* Work request: What is needed is a faithful copy of all the entries, with no pictures in it.

+++ Material supplied

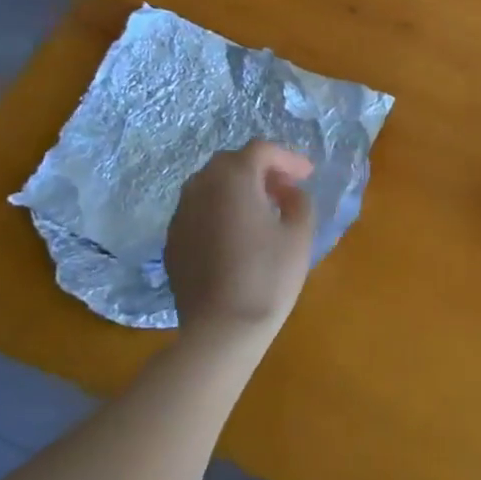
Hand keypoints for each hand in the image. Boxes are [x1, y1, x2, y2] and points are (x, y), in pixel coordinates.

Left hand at [165, 142, 316, 343]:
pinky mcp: (172, 241)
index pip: (260, 150)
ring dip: (237, 188)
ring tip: (261, 209)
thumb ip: (299, 201)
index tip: (308, 175)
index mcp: (233, 179)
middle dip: (260, 169)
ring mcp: (180, 214)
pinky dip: (218, 210)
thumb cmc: (268, 277)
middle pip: (231, 162)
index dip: (287, 158)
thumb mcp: (299, 235)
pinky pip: (198, 211)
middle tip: (285, 188)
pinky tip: (235, 235)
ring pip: (209, 185)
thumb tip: (288, 192)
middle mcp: (200, 187)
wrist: (221, 329)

++++++

* Answer box:
Hand keypoints for each hand in the image. Boxes are [x1, y1, x2, y2] and points are (x, y), in pixel coordinates.

Left hand at [165, 142, 316, 343]:
pinky mcp: (172, 241)
index pip: (260, 150)
ring dip: (237, 188)
ring tip: (261, 209)
thumb ip: (299, 201)
index tip: (308, 175)
index mcp: (233, 179)
middle dip: (260, 169)
ring mcp: (180, 214)
pinky dip: (218, 210)
thumb cmc: (268, 277)
middle pip: (231, 162)
index dip: (287, 158)
thumb mcp: (299, 235)
pinky pip: (198, 211)
middle tip: (285, 188)
pinky tip: (235, 235)
ring pip: (209, 185)
thumb tip: (288, 192)
middle mcp: (200, 187)
wrist: (221, 329)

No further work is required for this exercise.